7 Key Criteria for Corpus Design

LIS 4/5693: Information Retrieval and Text Mining

Dr. Manika Lamba

Introduction

Key Criteria for Corpus Design

  1. General purpose vs specialized
  2. Dynamic (monitor) vs static
  3. Representativeness and balance
  4. Size
  5. Collection and Permission
  6. Text capture and markup
  7. Storage and Access

Criteria 1: General vs Specialised Purpose

  • Probably obvious how to assemble specialized corpus: appropriateness of texts for inclusion is self-defined
  • General-purpose corpus implies very careful planning to ensure balance
  • Implies making some assumptions about the nature of language, even though that may go against the grain

Criteria 2: Dynamic vs Static

  • Static corpus will give a snapshot of language use at a given time
    • Easier to control balance of content
    • May limit usefulness, esp. as time passes
  • Dynamic corpus ever-changing
    • Called “monitor” corpus because allows us to monitor language change over time
    • But more or less impossible to ensure balance

Criteria 3: Representative and balance

Planned balance: Example of British National Corpus (BNC)

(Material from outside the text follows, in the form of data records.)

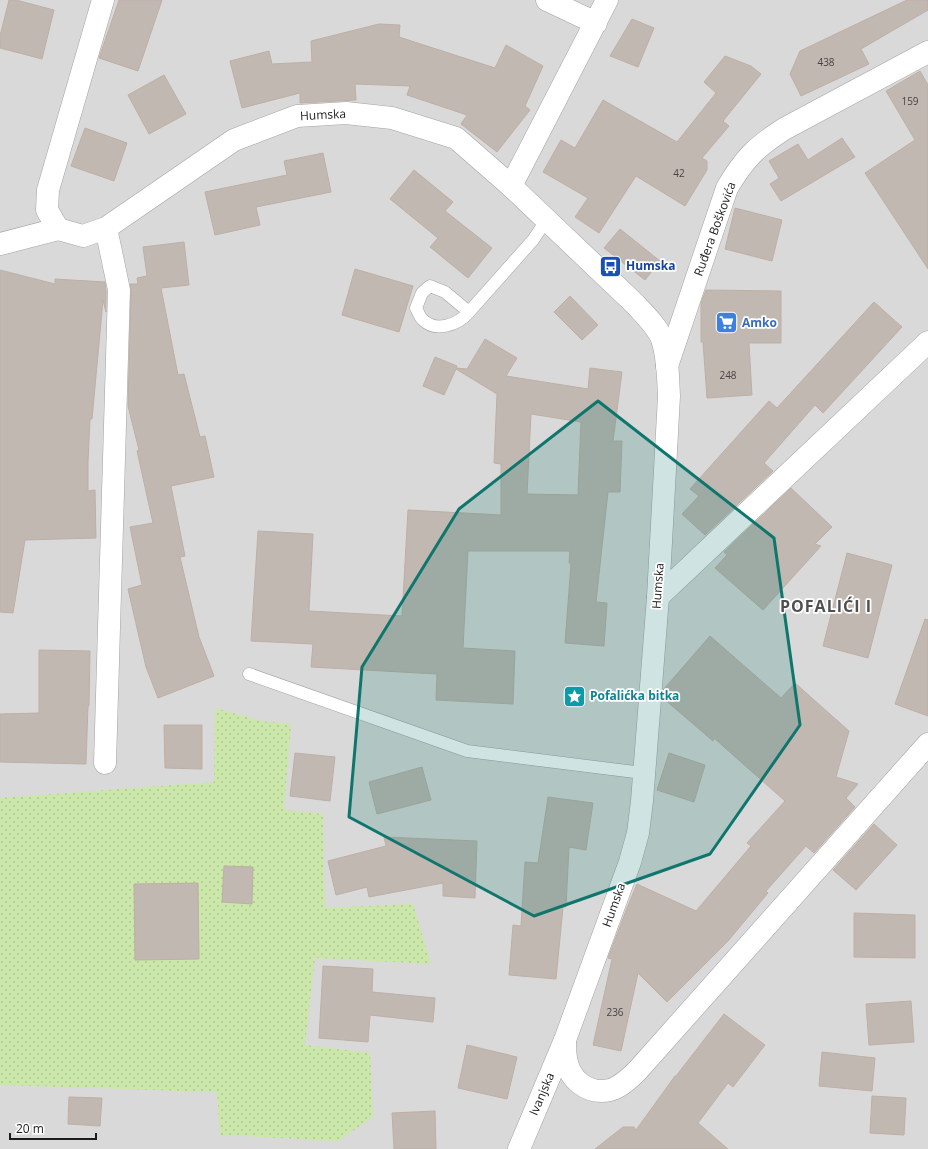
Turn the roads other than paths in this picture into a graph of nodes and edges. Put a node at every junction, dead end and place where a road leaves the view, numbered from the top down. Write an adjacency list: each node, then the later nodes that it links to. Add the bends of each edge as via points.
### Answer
1 (103, 0): 9 (street, via 48,190 47,210)
2 (547, 0): 4 (street)
3 (607, 0): 4 (street)
4 (596, 23): 6 (street)
5 (928, 52): 13 (street, Ruđera Boškovića, via 784,129 751,154 739,168 727,188)
6 (511, 186): 7 (street, Humska); 8 (street, Humska, via 456,138 392,118 346,113 297,116 234,140)
7 (547, 219): 11 (lane, via 533,240); 13 (street, Humska, via 635,304 652,324 662,338)
8 (106, 228): 9 (street, Humska, via 83,236); 17 (street, via 118,290)
9 (58, 229): 10 (street)
10 (0, 244)
11 (469, 312)
12 (928, 342): 14 (street)
13 (667, 366): 14 (street, Humska, via 669,396)
14 (658, 597): 18 (street, Humska)
15 (249, 674): 18 (lane, via 467,751)
16 (928, 744): 19 (street, Humska, via 626,1082 611,1090 595,1090 582,1086 572,1074 566,1060)
17 (105, 763)
18 (643, 773): 19 (street, Humska, via 638,833 630,862)
19 (565, 1040): 20 (street, Ivanjska)
20 (519, 1149)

  • Sampling and representativeness very difficult to ensure
    • BNC designers very explicit about their assumptions
    • Acknowledge that many decisions are subjective in the end
  • 100m words of contemporary spoken and written British English
  • Representative of British English “as a whole”
  • Balanced with regard to genre, subject matter and style
  • Also designed to be appropriate for a variety of uses: lexicography, education, research, commercial applications (computational tools)

Criteria 4: Size

Length of Corpus

  • Resources available to create and manage corpus determine how long it can be
    • Funding, researchers, computing facilities
  • Speech is easy to capture, but much more time-consuming to process than written language
  • Length is also determined on use to which it will be put
  • Corpora for lexicographic use need to be (much) bigger
    • Early corpora (1m words) seemed huge, mainly due to limitations of computers to process them
    • Sinclair (1991) described a 20m word corpus as “small but nevertheless useful”
    • Even in a billion-word corpus, data for some words/constructions would be sparse

Criteria 4: Size

Token

  • A token is the smallest unit that a corpus consists of
  • A token normally refers to:
    • a word form: going, trees, Mary, twenty-five…
    • punctuation: comma, dot, question mark, quotes…
    • digit: 50,000…
    • abbreviations, product names: 3M, i600, XP, FB…
    • anything else between spaces

Criteria 4: Size

Token vs Type

The term “token” refers to the total number of words in a text, corpus etc, regardless of how often they are repeated

The term “type” refers to the number of distinct words in a text, corpus etc.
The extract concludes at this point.